How can I get the dominant color of a QImage or QIcon in Qt5 ?
Does it need generating a histogram manually ?
And if yes , how ?
You can't get this data via Qt.
But I found for You this web page (http://robocraft.ru/blog/computervision/1063.html).
On this web page some guy wrote code for your question! But all description only on Russian language.
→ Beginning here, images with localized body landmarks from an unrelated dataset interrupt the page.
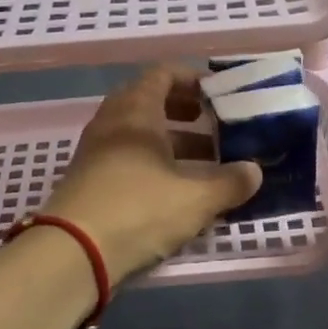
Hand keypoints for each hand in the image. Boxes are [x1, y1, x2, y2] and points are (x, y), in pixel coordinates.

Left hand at [41, 66, 260, 283]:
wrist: (73, 253)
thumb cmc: (138, 210)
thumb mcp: (195, 199)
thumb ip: (229, 183)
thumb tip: (254, 172)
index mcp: (136, 112)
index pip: (164, 74)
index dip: (194, 79)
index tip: (221, 94)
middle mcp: (112, 124)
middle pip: (151, 104)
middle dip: (187, 114)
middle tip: (217, 127)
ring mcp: (96, 154)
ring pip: (140, 136)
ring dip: (173, 144)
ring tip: (208, 162)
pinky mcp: (90, 182)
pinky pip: (129, 161)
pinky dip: (156, 166)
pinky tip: (179, 190)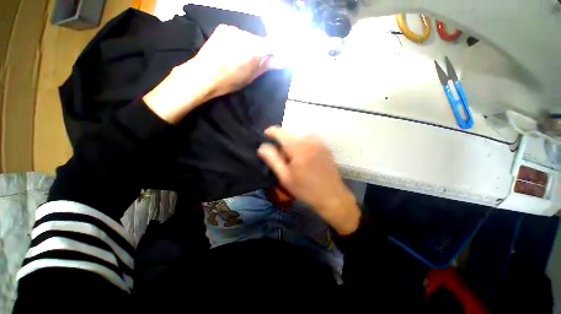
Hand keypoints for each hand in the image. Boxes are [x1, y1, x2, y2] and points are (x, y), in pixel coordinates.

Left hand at [143, 24, 274, 123]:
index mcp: (254, 48)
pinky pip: (238, 35)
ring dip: (251, 46)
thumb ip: (266, 66)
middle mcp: (245, 34)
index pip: (273, 45)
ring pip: (249, 37)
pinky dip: (240, 42)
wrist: (203, 75)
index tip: (277, 60)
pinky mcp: (223, 29)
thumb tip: (281, 62)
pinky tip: (234, 52)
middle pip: (260, 40)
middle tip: (259, 62)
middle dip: (262, 50)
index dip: (277, 52)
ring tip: (243, 58)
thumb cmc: (229, 81)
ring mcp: (233, 29)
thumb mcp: (250, 77)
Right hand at [258, 126, 360, 234]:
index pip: (280, 132)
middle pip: (290, 134)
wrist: (332, 197)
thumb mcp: (285, 177)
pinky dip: (302, 145)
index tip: (265, 136)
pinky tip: (303, 158)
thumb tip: (262, 146)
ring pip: (299, 137)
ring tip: (291, 158)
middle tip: (280, 156)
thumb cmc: (306, 189)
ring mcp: (319, 143)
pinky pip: (309, 141)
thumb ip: (272, 159)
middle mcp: (310, 140)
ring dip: (292, 143)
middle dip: (282, 141)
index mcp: (298, 147)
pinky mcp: (325, 147)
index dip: (270, 132)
I translated it for you.
He is using OpenCV lib.
//
// determination of the prevailing colors in the image
// via k-Means
//
#include <cv.h>
#include <highgui.h>
#include <stdlib.h>
#include <stdio.h>
#include <vector>
#include <algorithm>
// getting an image pixel (by type of image and coordinates)
#define CV_PIXEL(type,img,x,y) (((type*)((img)->imageData+(y)*(img)->widthStep))+(x)*(img)->nChannels)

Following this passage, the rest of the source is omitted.